- Researchers have developed an air filter capable of killing the coronavirus on contact.
- The filtration system exposes the coronavirus to levels of heat the virus simply can’t withstand.
- The research team believes its system will prove incredibly useful in places like hospitals, schools, and local businesses.
Researchers at the University of Houston recently developed a filtration system that can instantly neutralize and kill 99.8% of the coronavirus after a single pass through. The discovery was originally published in Materials Today Physics a few days ago. The breakthrough is especially intriguing given that the coronavirus can remain in the air for hours and, in turn, can spread more readily than viruses like the common flu. And now that businesses like comedy clubs and restaurants are opening back up, a filtration system capable of decimating the coronavirus on contact is beyond useful.
“This filter could be useful in airports and in airplanes, in office buildings, schools, and cruise ships to stop the spread of COVID-19,” Zhifeng Ren, a co-author of the research paper said in a press release.
As to the technology behind the air filtration system, the study notes that the coronavirus simply can’t withstand temperatures above 158 degrees. Consequently, the filtration system runs extremely hot — to the tune of 392 degrees — and is thus able to effectively kill the coronavirus on contact. The system itself is largely comprised of readily available nickel foam.
Ren explains that the use of nickel foam was key as it helped the research team meet a number of integral design requirements.
“It is porous, allowing the flow of air, and electrically conductive, which allowed it to be heated,” Ren said in a statement. “It is also flexible.”
The University of Houston further explained the design process in a statement:
But nickel foam has low resistivity, making it difficult to raise the temperature high enough to quickly kill the virus.
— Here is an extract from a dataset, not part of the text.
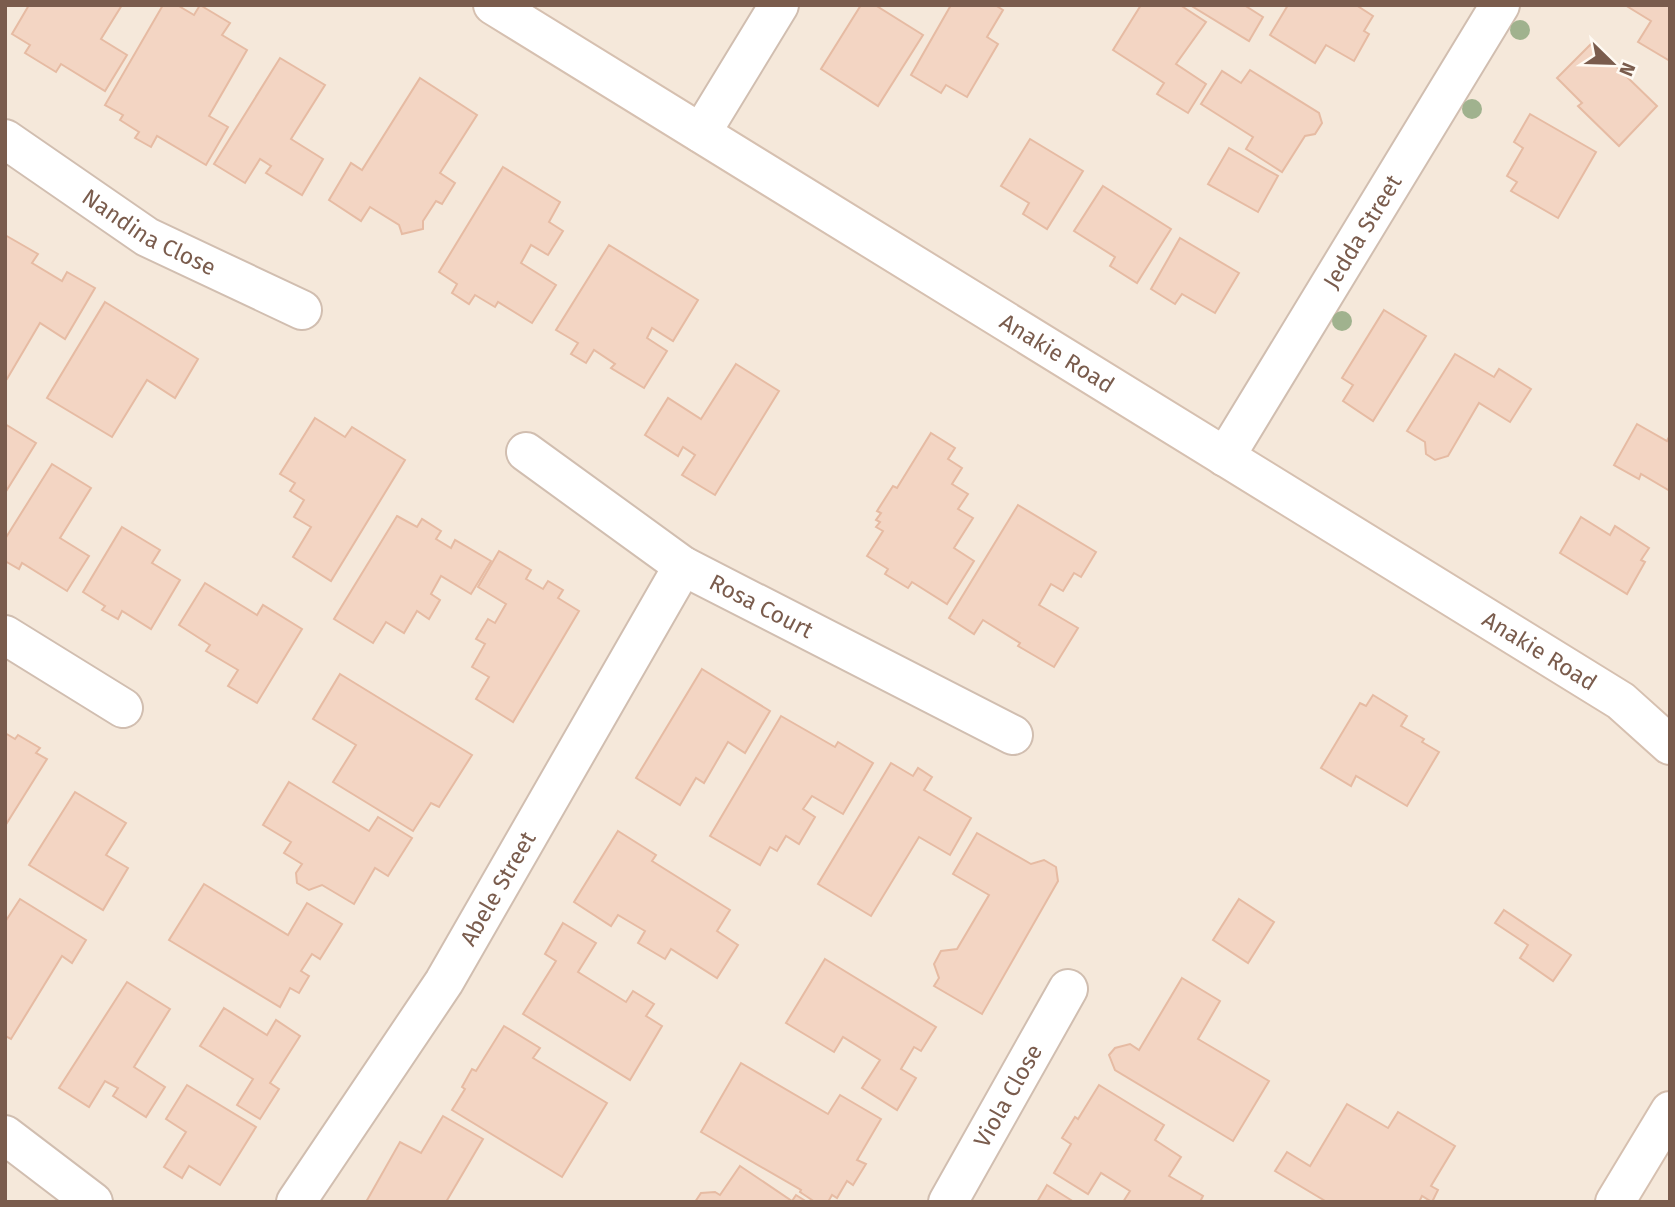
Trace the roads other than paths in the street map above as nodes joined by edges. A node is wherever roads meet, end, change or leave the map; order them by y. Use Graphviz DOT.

The researchers solved that problem by folding the foam, connecting multiple compartments with electrical wires to increase the resistance high enough to raise the temperature as high as 250 degrees C.
By making the filter electrically heated, rather than heating it from an external source, the researchers said they minimized the amount of heat that escaped from the filter, allowing air conditioning to function with minimal strain.
As it stands now, a prototype of the air filtration system has worked exceedingly well. Looking ahead, Ren is hoping that the device — which meets current requirements for an HVAC system — will start rolling off the production line sooner rather than later.
While the system itself isn’t anywhere close to being as effective as a vaccine, it could prove to be incredibly useful as storefronts continue to open. Additionally, the research team believes that the device will help improve safety at places where workers and individuals are especially vulnerable to the virus, with schools, hospitals, and public transit being three prime examples.